Musisi must have thought he killed two birds with one stone but in a 1975 shocker, Col Nasur Abdalla, the self-appointed disciplinary officer for Central province, ousted him as Fufa boss and replaced him with then little-known referee George Wamala Katumba.

He kept a low profile afterwards but in the wake of Nasur’s ban of Express FC in 1977, Musisi was lined up as one of the Express officials to be arrested by virtue of sitting on the club’s board of trustees. So, he relinquished that position and that of Nakivubo Boys patron, in which he anointed Patrick Kawooya to take over.

The fall of Idi Amin regime in 1979 resurrected the Musisi-Nasur feud. As fate would have it, Musisi got elected National Council of Sports chairman to replace Nasur, who was incarcerated at Luzira prison.

His first task was to oversee the return of Express, something he did after convening meetings with club strongmen like Sam Njuba, Jimmy Mugambe Kiwanuka, Vincent Bbale Mugera, Hajji Abdul Kasujja, Bablo Ali and Patrick Kiwanuka, among others.

Whereas the Fufa leadership suggested that Express starts from the third-tier like any new club, Musisi didn’t wait for the official Fufa announcement and convened a press conference to announce that Express is back in the topflight.

In 1982 when Express abandoned its Uganda Cup semi-final match against KCC after conceding a penalty, Fufa indicated that KCC would win the match by forfeiture but Musisi overruled the Fufa executive led by Caleb Babihuga and instead ordered a replay. Still, KCC won it 1-0.

His last major act came in 1997 when Express boss Bbale Mugera retired and the club went for polls to elect a new chairman. There were two candidates; John Bagambe and Meddie Sebbagala. Musisi backed Sebaggala on election day which required voters to line up behind their candidate.

It became clear that Bagambe was winning a landslide, something Musisi could not fathom. As a trustee, he declared the situation chaotic and ordered for the postponement of the elections citing possible violence.

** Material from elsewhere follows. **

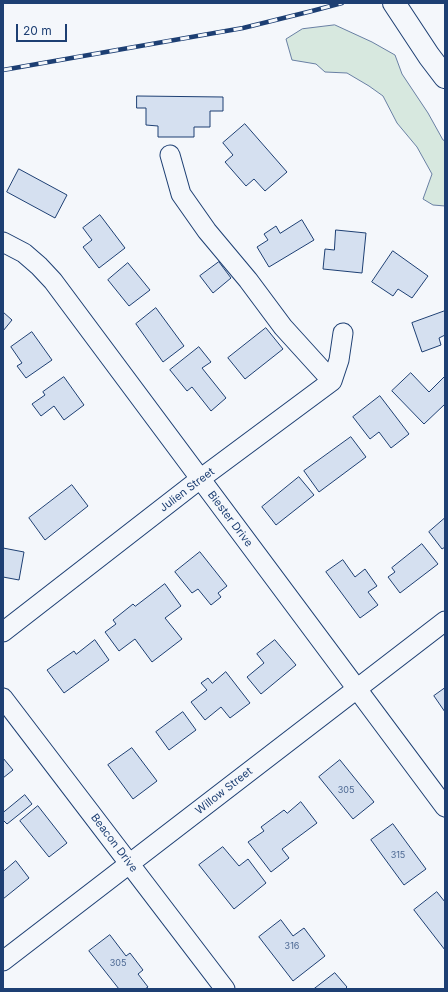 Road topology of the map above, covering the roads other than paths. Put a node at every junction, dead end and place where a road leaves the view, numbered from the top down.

Fresh elections were held on April 14, 1997 at Lugogo and this time, Bagambe declined to stand while Sebaggala didn’t show up as he was in Dubai. As fans debated how to go about the dilemma, Musisi ordered the returning officer, Hajji Abu Mayanja, to go ahead with the exercise and declare Sebaggala as the sole candidate. Indeed, he was elected in absentia.

That is Musisi, whose words had the force of nature.

hbzziwa@observer.ug 

The author is The Observer operations director.